Un vaisseau en trois modules

 
    Comme tous les vaisseaux lunaires de la Nasa, Apollo 13 se compose de trois segments : un module lunaire - le LM, ou LEM - à deux étages, alimenté par batteries, et qui devait emmener Lovell et Haise jusqu'à la surface de notre satellite; un module de commande (CM) de forme conique, qui servait d'habitat à l'équipage tout au long du voyage aller et retour. Cette capsule est prolongée par le module de service (SM) de 8 m de long, qui abrite générateurs électriques du module de commande. installations de survie, antennes radio, ainsi que les propulseurs utilisés lors des manoeuvres de pilotage et le gros moteur indispensable pour rejoindre et quitter l'orbite lunaire, le tout devant être largué juste avant le plongeon final du module de commande et sa rentrée dans l'atmosphère terrestre.  
   

 
    Tout va commencer de façon assez anodine. Au terme d'un troisième jour sans histoire, les trois hommes d' Apollo 13 bouclent une visite télévisée de leur inconfortable module lunaire lorsque la salle de contrôle leur transmet par radio les nouvelles instructions. "Une dernière chose, Apollo 13. Nous voudrions que vous brassiez les réservoirs cryo", leur lance depuis Houston l'astronaute Jack Lousma. "OK, tenez-vous prêts", répond Jack Swigert, le pilote du module de commande. Et Swigert d'actionner les quatre interrupteurs des mélangeurs chargés de brasser l'oxygène et l'hydrogène liquides dont les réservoirs alimentent les générateurs électriques du vaisseau. Il est 21 h 07, heure de Houston, ce 13 avril 1970. Apollo 13 - un numéro qui décidément porte la poisse - se trouve à 330'000 km de la Terre… et à 16 secondes de la catastrophe.  
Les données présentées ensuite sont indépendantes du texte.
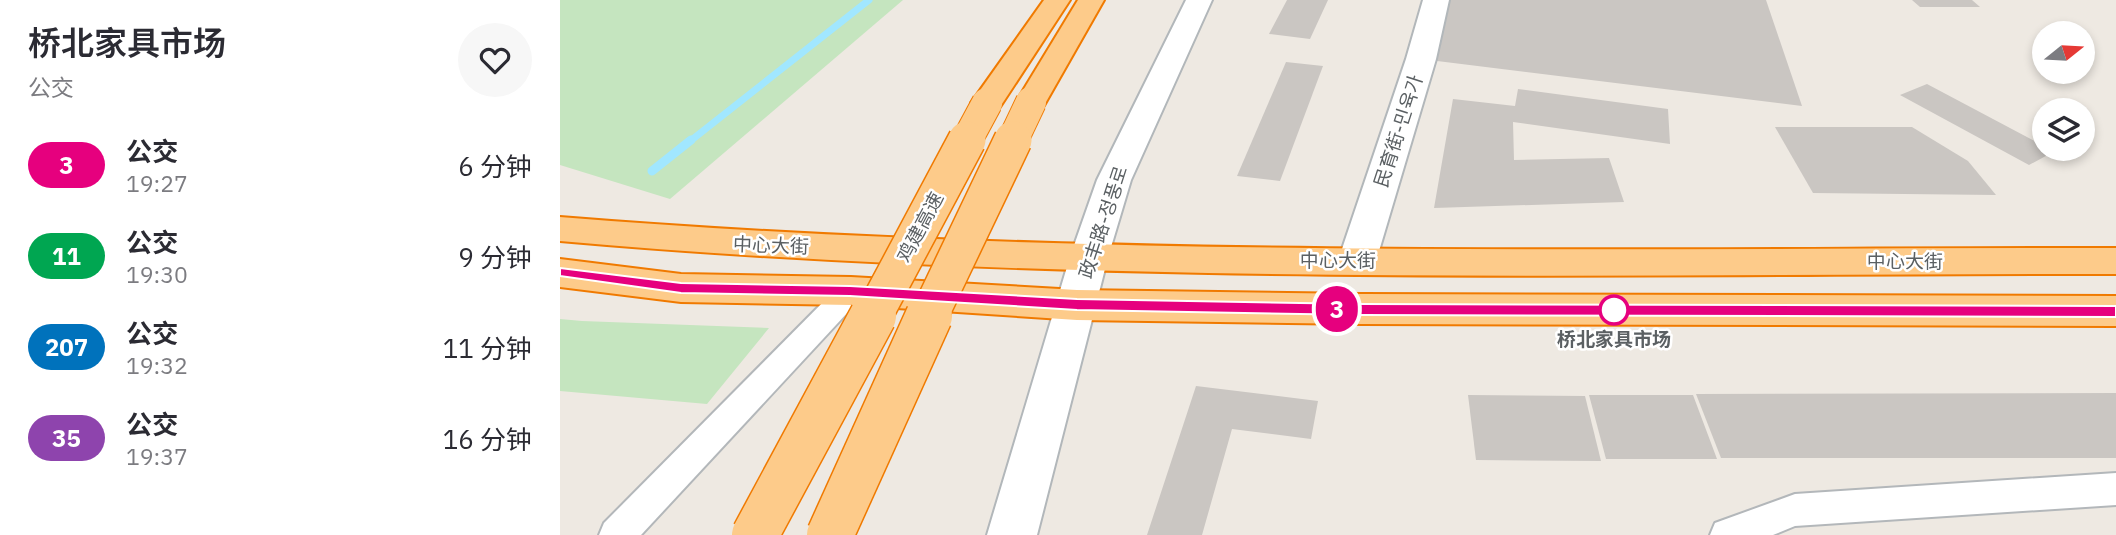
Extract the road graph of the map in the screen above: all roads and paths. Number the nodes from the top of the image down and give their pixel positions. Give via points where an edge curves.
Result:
1 (1056, 0) edge
2 (1091, 0) edge
3 (1199, 0) edge
4 (1436, 0) edge
5 (560, 229) edge
6 (1089, 257) junction
7 (1357, 261) junction
8 (2116, 261) edge
9 (560, 273) edge
10 (850, 291) junction
11 (1077, 305) junction
12 (2113, 315) edge
13 (2116, 489) edge
14 (617, 535) edge
15 (755, 535) edge
16 (830, 535) edge
17 (1012, 535) edge
18 (1728, 535) edge

1 - 15 highway, 鸡建高速, bridge via 988,103
2 - 16 highway, bridge via 1031,102
3 - 6 street, 政丰路-정풍로 via 1114,180
4 - 7 street, 民育街-민육가
5 - 6 highway, 中心大街 via 703,243
6 - 7 highway, 中心大街
6 - 11 street, 政丰路-정풍로
7 - 8 highway, 中心大街
9 - 10 highway via 681,288
10 - 11 highway
10 - 14 street
11 - 12 highway
11 - 17 street, 政丰路-정풍로
13 - 18 street via 1795,510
    Près de 56 h après le début de la mission, les astronautes se préparent à dormir tandis qu'au sol, Sy Liebergot, le responsable "électricité et environnement du vaisseau" (l'EECOM) surveille les données télémétriques qui indiqueront que, comme prévu, Swigert a bien activé le mélangeur des réservoirs. Le brassage des réservoirs cryo est une opération de routine indispensable à la stabilisation de leur température. Cette fois, elle va provoquer le drame. Seize secondes à peine après le "OK" de Swigert à l'ordre de Houston, une forte détonation fait sursauter l'équipage et le vaisseau se met à tanguer. Les astronautes se regardent, inquiets. Avant qu'ils aient pu alerter Houston, le centre de contrôle détecte un brusque arrêt de l'ordinateur d'Odyssée et son redémarrage. Puis c'est ce bref et dramatique dialogue resté célèbre dans l'histoire de la conquête spatiale :  
   
  • "OK Houston, nous avons un problème, voix de Swigert.
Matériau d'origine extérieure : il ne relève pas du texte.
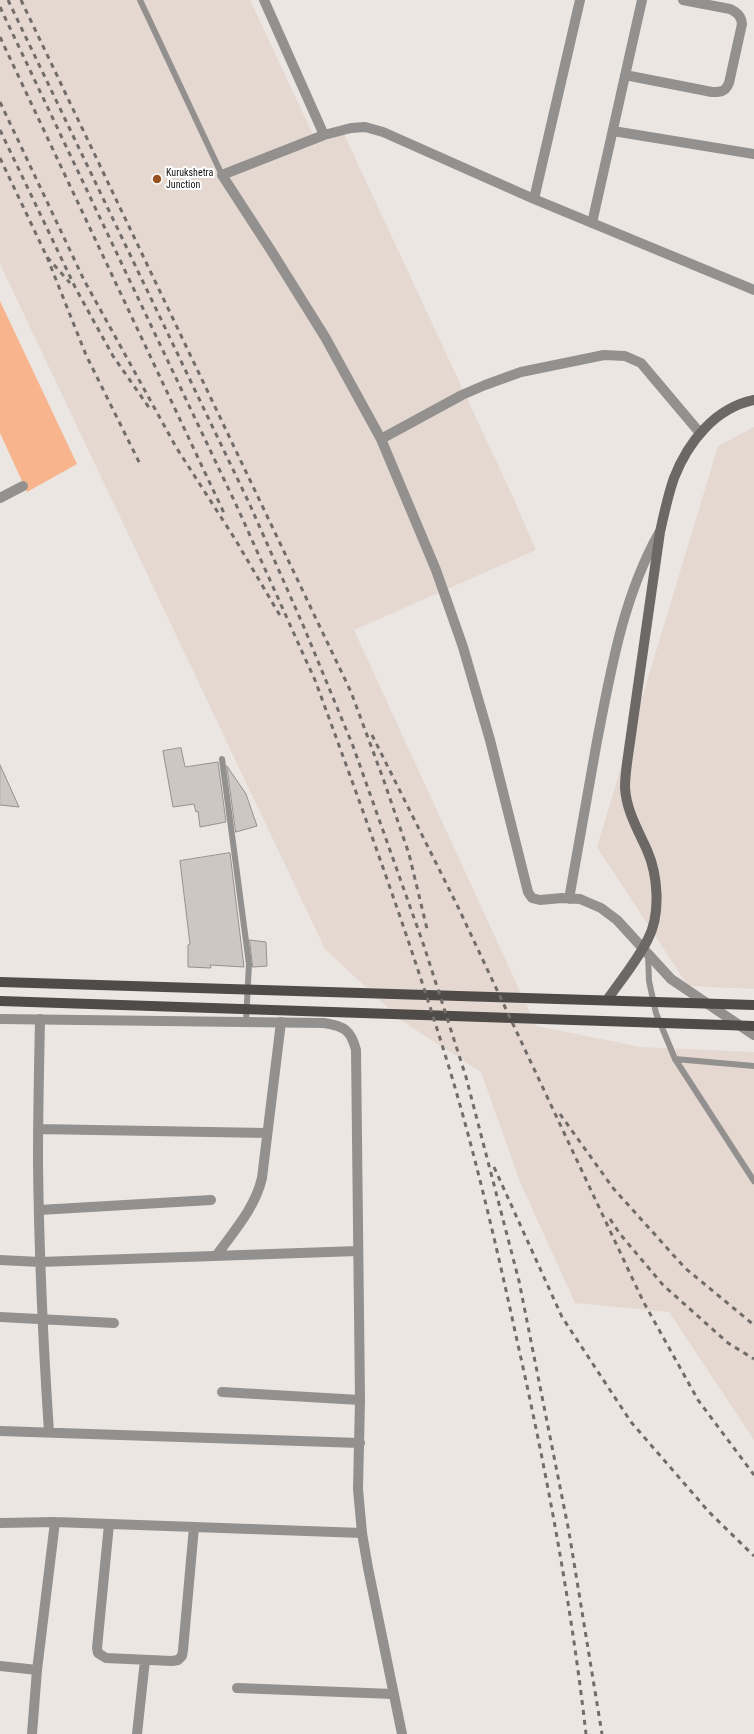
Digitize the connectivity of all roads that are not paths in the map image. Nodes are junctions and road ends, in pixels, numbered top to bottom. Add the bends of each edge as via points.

  • Ici Houston. Pouvez-vous répéter ?
  • Houston, nous avons un problème, voix de Lovell, insistante. Chute de tension dans le bus B.
  • Compris. Chute de tension dans le bus B, confirme Jack Lousma. Restez à l'écoute, 13. On s'en occupe."
 
    Une chute de tension dans le bus B, cela signifie que l'un des deux circuits électriques du module de commande est mort. Et pour cause : ces deux circuits, les bus A et B, alimentent l'ensemble du module de commande en électricité, produite par trois piles à combustibles à partir de l'oxygène et de l'hydrogène liquides. Un dispositif qui fournit également l'eau destinée à la consommation et au refroidissement de l'électronique de bord. C'est l'un des deux réservoirs d'oxygène qui vient d'exploser. Mais ce n'est pas tout : en quelques minutes, les contrôleurs de vol sont aux prises avec une impressionnante série de problèmes. L'orientation du vaisseau se met à changer erratiquement. La radio de bord cesse d'émettre via l'antenne à grand gain pour passer sur les petites antennes multidirectionnelles. Les valves à hélium utilisées pour pressuriser les propulseurs du module se verrouillent alors qu'elles doivent rester ouvertes. "Durant les trois à quatre premières minutes, ce fut le chaos, raconte Kranz. Il y avait quatorze contrôleurs dans la pièce. Huit faisaient état de problèmes, et pas un n'avait de solution." Pis : d'après la télémétrie, deux des trois piles à combustible et tout l'oxygène du réservoir 2 sont perdus. Le bus B est mort.  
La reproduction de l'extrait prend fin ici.